3.28.2007

Los ojos de la desesperación

Escaparme de casa se había convertido en una costumbre. No importaba cual fuera la excusa. Aunque supongo que los golpes siempre ayudan. Había estado corriendo por el olivar hasta quedar sin aliento. Era una zona bastante tranquila y apartada. Después de subir una loma y pasar de largo un caserón abandonado había un calvero con una encina en el centro. Era un árbol bastante viejo. Me gustaba trepar por sus ramas y sentarme arriba. Me daba una perspectiva diferente, supongo que superior en alguna forma. Ella lo llamaba mi eterno refugio.

Antes de la puesta de sol ya me había encontrado. Esta vez no lloraba desconsolado como la primera vez que nos vimos. Me saludó sin prestarme mucha atención. Sabía que me molestaba que mirase los moratones. Empezamos a charlar, como siempre, de todos los países que había visitado. Era emocionante imaginar todos esos sitios que algún día podríamos visitar juntos. El sol se puso sin pena ni gloria.


Caminamos de regreso, por el olivar, hasta las primeras casas. Observábamos la plaza del pueblo. Escuchamos unos gritos de la calle del supermercado y nos detuvimos. De la esquina apareció un joven corriendo con unas bolsas en las manos. De fondo se escuchaban los gritos de una mujer. "¡Al ladrón! ¡Al ladrón!". Uno de los dos jóvenes que había en la plaza se apresuró a detenerlo, sujetándolo por el brazo. El ladrón perdió el equilibrio y soltó las bolsas. Todo acabó desperdigado por el suelo, incluido él. La mujer se paró antes de llegar a la esquina. El chico intentaba impedirle levantarse cuando el delincuente se giró y sacó de su bolsillo una enorme navaja. La situación empezaba a superarlos a ambos. El chaval de la plaza miraba a su amigo, instándole a que le prestase un poco de ayuda. Pero el pobre tonto estaba bloqueado por el miedo.

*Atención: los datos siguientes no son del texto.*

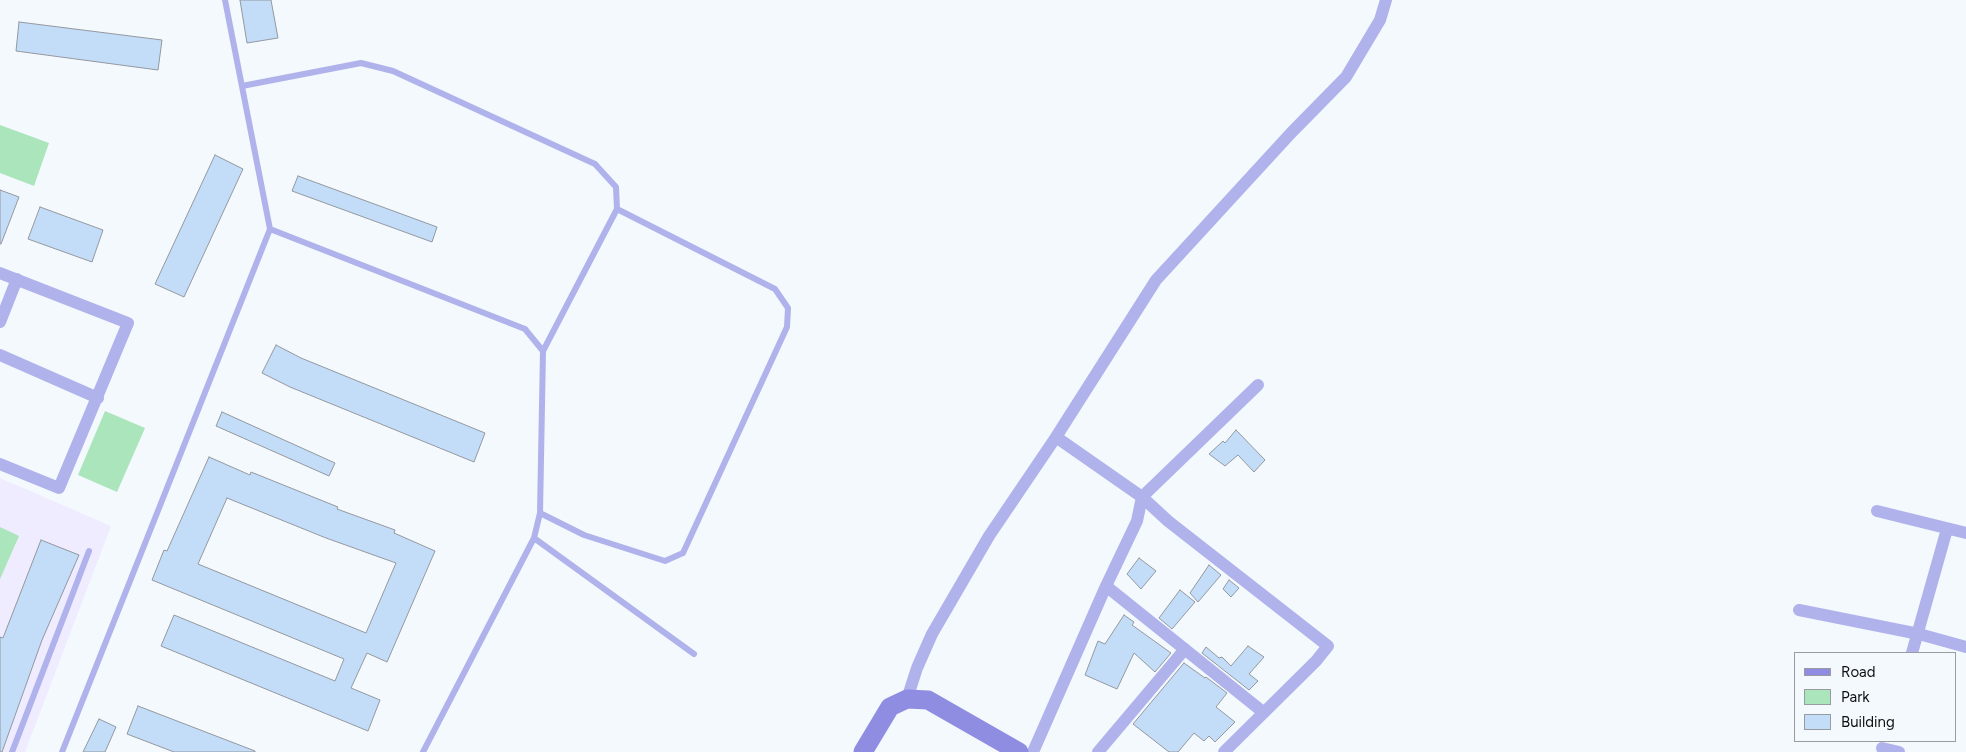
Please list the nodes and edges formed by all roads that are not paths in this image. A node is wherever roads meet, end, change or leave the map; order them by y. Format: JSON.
{"nodes":[{"id":1,"x":225,"y":0,"type":"edge"},
{"id":2,"x":1386,"y":0,"type":"edge"},
{"id":3,"x":242,"y":86,"type":"junction"},
{"id":4,"x":617,"y":210,"type":"junction"},
{"id":5,"x":270,"y":229,"type":"junction"},
{"id":6,"x":0,"y":272,"type":"edge"},
{"id":7,"x":17,"y":279,"type":"junction"},
{"id":8,"x":0,"y":322,"type":"edge"},
{"id":9,"x":543,"y":351,"type":"junction"},
{"id":10,"x":0,"y":355,"type":"edge"},
{"id":11,"x":1258,"y":384,"type":"dead end"},
{"id":12,"x":98,"y":398,"type":"junction"},
{"id":13,"x":1056,"y":437,"type":"junction"},
{"id":14,"x":0,"y":464,"type":"edge"},
{"id":15,"x":1142,"y":497,"type":"junction"},
{"id":16,"x":1877,"y":511,"type":"dead end"},
{"id":17,"x":540,"y":513,"type":"junction"},
{"id":18,"x":1948,"y":529,"type":"junction"},
{"id":19,"x":1966,"y":534,"type":"edge"},
{"id":20,"x":534,"y":538,"type":"junction"},
{"id":21,"x":90,"y":551,"type":"dead end"},
{"id":22,"x":1106,"y":586,"type":"junction"},
{"id":23,"x":1799,"y":610,"type":"dead end"},
{"id":24,"x":1919,"y":634,"type":"junction"},
{"id":25,"x":1966,"y":647,"type":"edge"},
{"id":26,"x":1185,"y":649,"type":"junction"},
{"id":27,"x":1912,"y":652,"type":"edge"},
{"id":28,"x":694,"y":654,"type":"dead end"},
{"id":29,"x":907,"y":699,"type":"junction"},
{"id":30,"x":1263,"y":712,"type":"junction"},
{"id":31,"x":1882,"y":747,"type":"edge"},
{"id":32,"x":12,"y":752,"type":"edge"},
{"id":33,"x":62,"y":752,"type":"edge"},
{"id":34,"x":423,"y":752,"type":"edge"},
{"id":35,"x":863,"y":752,"type":"edge"},
{"id":36,"x":1019,"y":752,"type":"edge"},
{"id":37,"x":1033,"y":752,"type":"edge"},
{"id":38,"x":1098,"y":752,"type":"edge"},
{"id":39,"x":1224,"y":752,"type":"edge"},
{"id":40,"x":1899,"y":752,"type":"edge"}],
"edges":[{"from":1,"to":3,"type":"lane"},
{"from":2,"to":13,"type":"street"},
{"from":3,"to":4,"type":"lane"},
{"from":3,"to":5,"type":"lane"},
{"from":4,"to":9,"type":"lane"},
{"from":4,"to":17,"type":"lane"},
{"from":5,"to":9,"type":"lane"},
{"from":5,"to":33,"type":"lane"},
{"from":6,"to":7,"type":"street"},
{"from":7,"to":8,"type":"street"},
{"from":7,"to":12,"type":"street"},
{"from":9,"to":17,"type":"lane"},
{"from":10,"to":12,"type":"street"},
{"from":11,"to":15,"type":"street"},
{"from":12,"to":14,"type":"street"},
{"from":13,"to":15,"type":"street"},
{"from":13,"to":29,"type":"street"},
{"from":15,"to":22,"type":"street"},
{"from":15,"to":30,"type":"street"},
{"from":16,"to":18,"type":"street"},
{"from":17,"to":20,"type":"lane"},
{"from":18,"to":19,"type":"street"},
{"from":18,"to":24,"type":"street"},
{"from":20,"to":28,"type":"lane"},
{"from":20,"to":34,"type":"lane"},
{"from":21,"to":32,"type":"lane"},
{"from":22,"to":26,"type":"street"},
{"from":22,"to":37,"type":"street"},
{"from":23,"to":24,"type":"street"},
{"from":24,"to":25,"type":"street"},
{"from":24,"to":27,"type":"street"},
{"from":26,"to":30,"type":"street"},
{"from":26,"to":38,"type":"street"},
{"from":29,"to":35,"type":"main road"},
{"from":29,"to":36,"type":"main road"},
{"from":30,"to":39,"type":"street"},
{"from":31,"to":40,"type":"street"}]}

Recuerdo que ella me dijo "No vayas, por favor". Yo también sentí algo de miedo y me quedé mirando al pobre diablo. Nuestras miradas se cruzaron y comprendí que no era una persona violenta o peligrosa. En su cara no se reflejaba la ira o la locura. Lo que su rostro mostraba eran los ojos de la desesperación. La necesidad.

Me acerqué lentamente a él y con una serenidad pasmosa cogí la navaja de su mano. La cerré y le ayudé a levantarse. Le dije que se fuera antes de que llamásemos a la policía y el tipo se marchó con su cara de idiota hacia el campo.

Momentos después mis piernas empezaron a temblar y tuve que apretar los labios para no ponerme a llorar. Nunca más volvería a llorar delante de ella.


(Historias que le conté al cabalista).